Data entries:
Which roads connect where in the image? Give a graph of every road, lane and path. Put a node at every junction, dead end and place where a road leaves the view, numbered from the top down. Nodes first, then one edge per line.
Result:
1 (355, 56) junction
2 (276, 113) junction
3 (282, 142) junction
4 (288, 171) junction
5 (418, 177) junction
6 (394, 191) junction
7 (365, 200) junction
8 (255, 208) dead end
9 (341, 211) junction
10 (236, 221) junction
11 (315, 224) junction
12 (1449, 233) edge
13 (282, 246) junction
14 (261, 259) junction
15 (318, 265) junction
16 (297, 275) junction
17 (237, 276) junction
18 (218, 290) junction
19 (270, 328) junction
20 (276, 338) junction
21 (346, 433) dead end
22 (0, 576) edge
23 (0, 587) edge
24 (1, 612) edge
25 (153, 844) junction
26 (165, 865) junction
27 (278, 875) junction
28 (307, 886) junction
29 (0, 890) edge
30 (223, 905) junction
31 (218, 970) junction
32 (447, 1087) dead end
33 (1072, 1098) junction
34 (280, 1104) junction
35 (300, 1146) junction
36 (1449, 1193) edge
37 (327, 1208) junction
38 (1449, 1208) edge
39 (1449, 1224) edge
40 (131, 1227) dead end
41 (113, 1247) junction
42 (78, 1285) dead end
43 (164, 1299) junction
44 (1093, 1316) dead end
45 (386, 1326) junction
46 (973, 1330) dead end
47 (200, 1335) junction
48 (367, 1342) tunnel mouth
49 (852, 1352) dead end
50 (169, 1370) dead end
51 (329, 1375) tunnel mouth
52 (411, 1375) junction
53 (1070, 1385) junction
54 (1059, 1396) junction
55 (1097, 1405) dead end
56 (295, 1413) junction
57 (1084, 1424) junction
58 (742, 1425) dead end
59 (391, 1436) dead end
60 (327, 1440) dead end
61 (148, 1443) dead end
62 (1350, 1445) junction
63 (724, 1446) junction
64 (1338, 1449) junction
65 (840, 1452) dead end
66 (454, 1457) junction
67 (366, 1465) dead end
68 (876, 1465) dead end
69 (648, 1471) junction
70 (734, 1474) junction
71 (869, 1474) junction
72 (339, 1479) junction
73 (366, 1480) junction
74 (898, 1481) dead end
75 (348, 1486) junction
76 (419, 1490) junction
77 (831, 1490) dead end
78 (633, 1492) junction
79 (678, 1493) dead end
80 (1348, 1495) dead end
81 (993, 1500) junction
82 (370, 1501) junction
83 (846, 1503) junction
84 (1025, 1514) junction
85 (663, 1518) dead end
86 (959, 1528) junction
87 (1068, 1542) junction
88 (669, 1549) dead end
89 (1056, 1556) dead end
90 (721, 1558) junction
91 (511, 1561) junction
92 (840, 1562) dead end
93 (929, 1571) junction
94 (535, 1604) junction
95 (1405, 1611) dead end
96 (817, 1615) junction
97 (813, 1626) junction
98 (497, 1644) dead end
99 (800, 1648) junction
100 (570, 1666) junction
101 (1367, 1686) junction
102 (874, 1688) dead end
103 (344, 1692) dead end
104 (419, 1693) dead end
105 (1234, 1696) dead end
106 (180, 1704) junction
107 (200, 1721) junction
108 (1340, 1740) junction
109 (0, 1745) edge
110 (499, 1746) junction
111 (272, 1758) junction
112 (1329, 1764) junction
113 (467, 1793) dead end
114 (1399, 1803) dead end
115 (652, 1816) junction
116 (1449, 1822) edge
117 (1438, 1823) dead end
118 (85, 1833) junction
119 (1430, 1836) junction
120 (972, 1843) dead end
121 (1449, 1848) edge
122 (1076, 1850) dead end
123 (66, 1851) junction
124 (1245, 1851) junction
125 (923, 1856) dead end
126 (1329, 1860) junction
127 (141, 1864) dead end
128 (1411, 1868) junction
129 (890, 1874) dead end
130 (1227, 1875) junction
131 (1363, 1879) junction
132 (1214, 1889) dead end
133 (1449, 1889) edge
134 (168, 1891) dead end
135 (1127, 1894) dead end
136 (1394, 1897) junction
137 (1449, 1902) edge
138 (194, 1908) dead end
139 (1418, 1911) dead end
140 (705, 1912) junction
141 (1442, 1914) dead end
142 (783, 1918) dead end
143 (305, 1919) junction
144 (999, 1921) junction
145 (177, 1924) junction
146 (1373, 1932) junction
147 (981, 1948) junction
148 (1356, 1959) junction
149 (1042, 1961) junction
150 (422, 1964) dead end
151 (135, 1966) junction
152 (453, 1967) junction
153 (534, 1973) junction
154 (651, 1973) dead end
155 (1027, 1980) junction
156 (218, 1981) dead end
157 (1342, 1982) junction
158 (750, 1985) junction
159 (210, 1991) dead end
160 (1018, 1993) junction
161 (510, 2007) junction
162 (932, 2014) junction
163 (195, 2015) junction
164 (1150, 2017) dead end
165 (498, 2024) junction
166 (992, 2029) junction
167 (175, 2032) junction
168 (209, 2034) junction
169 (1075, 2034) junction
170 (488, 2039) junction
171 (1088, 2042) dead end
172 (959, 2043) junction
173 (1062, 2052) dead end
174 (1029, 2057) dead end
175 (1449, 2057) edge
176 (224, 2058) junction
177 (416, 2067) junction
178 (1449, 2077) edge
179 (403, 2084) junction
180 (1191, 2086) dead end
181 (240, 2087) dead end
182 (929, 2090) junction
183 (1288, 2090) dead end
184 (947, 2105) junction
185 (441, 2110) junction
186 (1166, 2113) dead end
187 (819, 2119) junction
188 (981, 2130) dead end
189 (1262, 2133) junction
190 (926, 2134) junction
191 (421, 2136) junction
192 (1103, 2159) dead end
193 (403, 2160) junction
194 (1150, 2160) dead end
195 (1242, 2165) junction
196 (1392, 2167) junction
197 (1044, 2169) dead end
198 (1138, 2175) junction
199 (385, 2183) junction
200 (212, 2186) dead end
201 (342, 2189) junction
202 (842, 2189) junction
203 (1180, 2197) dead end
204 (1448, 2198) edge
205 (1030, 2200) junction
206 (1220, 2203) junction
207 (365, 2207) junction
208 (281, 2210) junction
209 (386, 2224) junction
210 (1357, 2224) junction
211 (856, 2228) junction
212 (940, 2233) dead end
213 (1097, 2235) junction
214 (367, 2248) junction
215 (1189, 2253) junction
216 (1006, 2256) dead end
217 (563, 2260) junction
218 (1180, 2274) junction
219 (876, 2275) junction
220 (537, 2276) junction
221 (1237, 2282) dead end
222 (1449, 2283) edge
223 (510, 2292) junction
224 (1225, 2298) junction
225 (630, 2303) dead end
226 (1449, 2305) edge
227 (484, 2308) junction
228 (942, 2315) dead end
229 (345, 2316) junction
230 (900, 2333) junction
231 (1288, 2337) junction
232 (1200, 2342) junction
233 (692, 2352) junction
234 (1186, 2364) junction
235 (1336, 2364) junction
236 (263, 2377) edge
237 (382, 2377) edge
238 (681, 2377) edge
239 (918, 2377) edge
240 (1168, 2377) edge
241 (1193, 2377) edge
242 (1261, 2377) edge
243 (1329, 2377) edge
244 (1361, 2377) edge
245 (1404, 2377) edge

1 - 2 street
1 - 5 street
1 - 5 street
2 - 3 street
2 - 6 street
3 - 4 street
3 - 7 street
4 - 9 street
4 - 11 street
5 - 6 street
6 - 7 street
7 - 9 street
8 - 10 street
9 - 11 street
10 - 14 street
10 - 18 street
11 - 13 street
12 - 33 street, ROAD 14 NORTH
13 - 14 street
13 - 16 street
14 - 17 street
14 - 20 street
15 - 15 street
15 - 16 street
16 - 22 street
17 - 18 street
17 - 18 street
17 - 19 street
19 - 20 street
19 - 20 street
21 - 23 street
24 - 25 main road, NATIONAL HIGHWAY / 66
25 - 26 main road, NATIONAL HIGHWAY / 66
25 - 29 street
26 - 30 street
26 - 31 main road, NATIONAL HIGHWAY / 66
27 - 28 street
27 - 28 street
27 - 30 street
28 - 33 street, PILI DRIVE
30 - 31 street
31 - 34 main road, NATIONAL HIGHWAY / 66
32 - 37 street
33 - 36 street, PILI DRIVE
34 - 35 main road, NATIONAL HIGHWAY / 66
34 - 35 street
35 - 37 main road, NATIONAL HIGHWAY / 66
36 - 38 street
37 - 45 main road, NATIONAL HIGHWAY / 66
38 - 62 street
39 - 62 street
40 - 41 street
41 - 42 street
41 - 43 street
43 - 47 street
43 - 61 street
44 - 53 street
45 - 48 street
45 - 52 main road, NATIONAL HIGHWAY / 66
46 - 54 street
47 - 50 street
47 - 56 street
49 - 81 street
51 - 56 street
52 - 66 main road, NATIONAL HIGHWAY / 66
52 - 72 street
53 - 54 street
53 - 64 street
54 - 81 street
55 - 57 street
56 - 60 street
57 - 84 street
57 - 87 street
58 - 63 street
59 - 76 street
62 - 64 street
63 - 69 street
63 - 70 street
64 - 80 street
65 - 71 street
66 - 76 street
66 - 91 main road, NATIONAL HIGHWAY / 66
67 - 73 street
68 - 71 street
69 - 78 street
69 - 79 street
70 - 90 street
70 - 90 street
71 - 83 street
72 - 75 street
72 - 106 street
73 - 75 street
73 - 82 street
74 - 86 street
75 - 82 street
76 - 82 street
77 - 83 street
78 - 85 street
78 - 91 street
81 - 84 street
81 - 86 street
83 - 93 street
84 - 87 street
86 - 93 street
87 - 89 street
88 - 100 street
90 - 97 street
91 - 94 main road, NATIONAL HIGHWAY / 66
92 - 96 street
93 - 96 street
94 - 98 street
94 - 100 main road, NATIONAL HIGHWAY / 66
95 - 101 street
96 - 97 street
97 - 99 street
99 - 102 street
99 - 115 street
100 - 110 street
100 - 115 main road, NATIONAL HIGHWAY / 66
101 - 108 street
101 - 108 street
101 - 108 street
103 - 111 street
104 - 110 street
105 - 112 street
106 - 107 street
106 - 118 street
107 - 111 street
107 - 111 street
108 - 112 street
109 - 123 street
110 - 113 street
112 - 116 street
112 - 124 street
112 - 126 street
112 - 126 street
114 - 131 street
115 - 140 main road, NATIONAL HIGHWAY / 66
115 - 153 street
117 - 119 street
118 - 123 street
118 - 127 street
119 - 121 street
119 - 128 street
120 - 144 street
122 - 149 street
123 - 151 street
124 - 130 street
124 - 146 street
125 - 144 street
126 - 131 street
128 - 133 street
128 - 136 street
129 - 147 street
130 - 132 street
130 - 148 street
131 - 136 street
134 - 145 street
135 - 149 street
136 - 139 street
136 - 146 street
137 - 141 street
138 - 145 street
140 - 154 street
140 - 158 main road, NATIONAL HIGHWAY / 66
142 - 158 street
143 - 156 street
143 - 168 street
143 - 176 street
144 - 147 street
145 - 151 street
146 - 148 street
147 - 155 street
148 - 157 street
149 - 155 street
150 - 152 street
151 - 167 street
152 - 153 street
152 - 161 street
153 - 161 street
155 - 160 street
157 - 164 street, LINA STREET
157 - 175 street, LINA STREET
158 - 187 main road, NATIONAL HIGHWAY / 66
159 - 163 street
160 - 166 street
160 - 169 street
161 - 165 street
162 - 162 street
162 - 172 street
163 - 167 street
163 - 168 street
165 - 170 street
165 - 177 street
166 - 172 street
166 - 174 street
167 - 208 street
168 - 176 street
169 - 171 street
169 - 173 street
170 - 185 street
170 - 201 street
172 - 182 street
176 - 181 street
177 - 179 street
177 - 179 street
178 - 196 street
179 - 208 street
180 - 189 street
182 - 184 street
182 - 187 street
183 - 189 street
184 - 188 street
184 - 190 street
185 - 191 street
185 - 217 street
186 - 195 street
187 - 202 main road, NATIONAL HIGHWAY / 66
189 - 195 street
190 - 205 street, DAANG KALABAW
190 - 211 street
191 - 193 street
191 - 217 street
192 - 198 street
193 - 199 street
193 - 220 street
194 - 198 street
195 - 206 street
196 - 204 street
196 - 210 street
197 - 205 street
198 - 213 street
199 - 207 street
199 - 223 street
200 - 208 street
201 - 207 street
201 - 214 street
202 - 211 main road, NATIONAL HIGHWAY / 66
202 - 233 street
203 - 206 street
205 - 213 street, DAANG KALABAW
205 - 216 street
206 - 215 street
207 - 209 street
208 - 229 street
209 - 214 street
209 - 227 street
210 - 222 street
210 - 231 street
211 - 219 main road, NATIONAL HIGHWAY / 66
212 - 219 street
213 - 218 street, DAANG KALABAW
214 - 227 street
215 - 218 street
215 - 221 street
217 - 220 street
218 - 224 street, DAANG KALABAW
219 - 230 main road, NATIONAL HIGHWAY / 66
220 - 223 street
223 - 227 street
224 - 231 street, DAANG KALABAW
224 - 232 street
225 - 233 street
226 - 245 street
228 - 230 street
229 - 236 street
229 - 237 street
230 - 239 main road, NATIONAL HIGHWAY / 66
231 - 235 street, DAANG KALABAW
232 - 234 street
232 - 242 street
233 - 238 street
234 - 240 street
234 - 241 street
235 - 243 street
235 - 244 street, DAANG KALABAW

What to produce »
For each line above that holds the string "tunnel", provide a copy of that line.

Exercise response »
48 (367, 1342) tunnel mouth
51 (329, 1375) tunnel mouth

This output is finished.